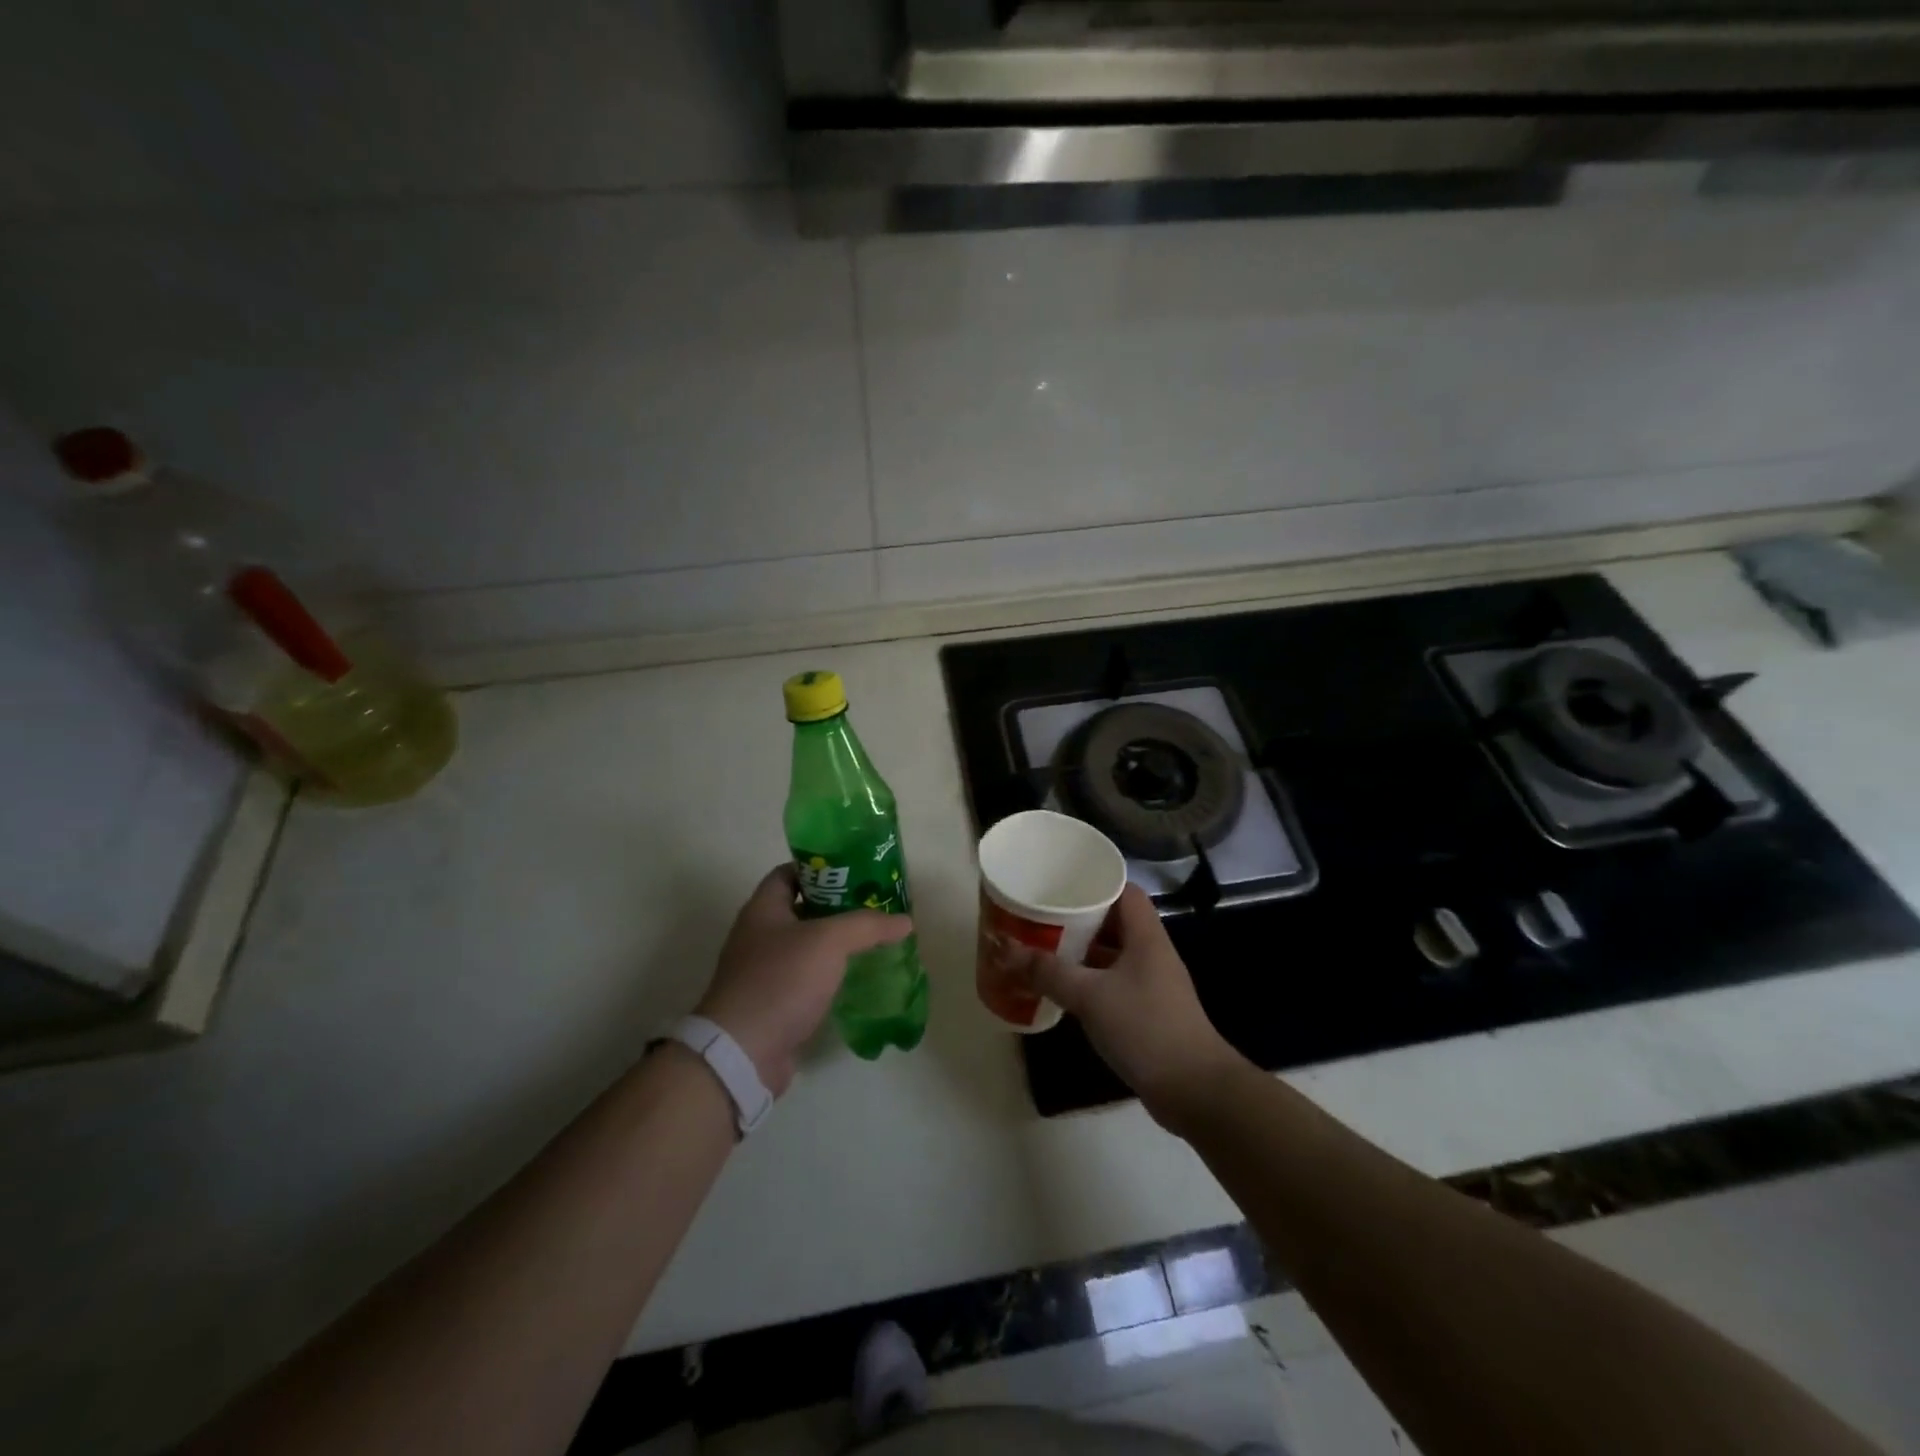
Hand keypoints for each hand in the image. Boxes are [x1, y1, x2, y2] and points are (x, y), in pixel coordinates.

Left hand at [696, 864, 912, 1096]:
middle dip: (838, 906)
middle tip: (874, 905)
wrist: (744, 1052)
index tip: (855, 872)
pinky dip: (830, 975)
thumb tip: (905, 921)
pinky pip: (806, 978)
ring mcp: (764, 971)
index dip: (820, 868)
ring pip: (807, 946)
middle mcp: (759, 935)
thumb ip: (867, 926)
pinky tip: (857, 977)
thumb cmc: (781, 980)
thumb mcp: (829, 941)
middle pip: (802, 909)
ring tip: (874, 939)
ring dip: (837, 943)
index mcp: (763, 909)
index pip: (789, 873)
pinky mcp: (774, 1003)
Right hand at [1002, 884, 1240, 1123]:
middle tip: (1040, 916)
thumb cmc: (1145, 1028)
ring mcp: (1151, 985)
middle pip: (1114, 922)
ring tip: (1042, 949)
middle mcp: (1151, 953)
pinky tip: (1062, 990)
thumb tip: (1004, 949)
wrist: (1194, 1091)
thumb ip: (1048, 972)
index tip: (1061, 883)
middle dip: (1078, 918)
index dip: (1096, 882)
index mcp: (1146, 936)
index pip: (1124, 891)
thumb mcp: (1090, 996)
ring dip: (1081, 952)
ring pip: (1111, 955)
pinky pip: (1112, 984)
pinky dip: (1088, 982)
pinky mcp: (1147, 1013)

[Description of the task]: Leave out every picture and transcribe the remaining entries exactly.

[Reply to the task]:
Hand keypoints for each hand in the image. Boxes are [x1, y1, x2, y2] and points are (x, y), in pixel coordinates.

Left hand at [696, 864, 912, 1096]:
middle dip: (838, 906)
middle tip: (874, 905)
wrist: (744, 1052)
index tip: (855, 872)
pinky dip: (830, 975)
thumb tip: (905, 921)
pinky pip: (806, 978)
ring mcp: (764, 971)
index dip: (820, 868)
ring pip: (807, 946)
middle mcp: (759, 935)
thumb ip: (867, 926)
pinky tip: (857, 977)
thumb cmc: (781, 980)
thumb mcp: (829, 941)
middle pip: (802, 909)
ring tip: (874, 939)
ring dip: (837, 943)
index mcp: (763, 909)
index pip: (789, 873)
pinky mcp: (774, 1003)
Right hand at [1002, 884, 1240, 1123]:
middle tip: (1040, 916)
thumb cmc: (1145, 1028)
ring mcp: (1151, 985)
middle pip: (1114, 922)
ring tip: (1042, 949)
middle mcp: (1151, 953)
pinky tip: (1062, 990)
thumb tip: (1004, 949)
wrist: (1194, 1091)
thumb ip: (1048, 972)
index tip: (1061, 883)
middle dip: (1078, 918)
index dip: (1096, 882)
index mcp: (1146, 936)
index pip: (1124, 891)
thumb mcp: (1090, 996)
ring dip: (1081, 952)
ring pip: (1111, 955)
pinky pip: (1112, 984)
pinky dip: (1088, 982)
pinky mcp: (1147, 1013)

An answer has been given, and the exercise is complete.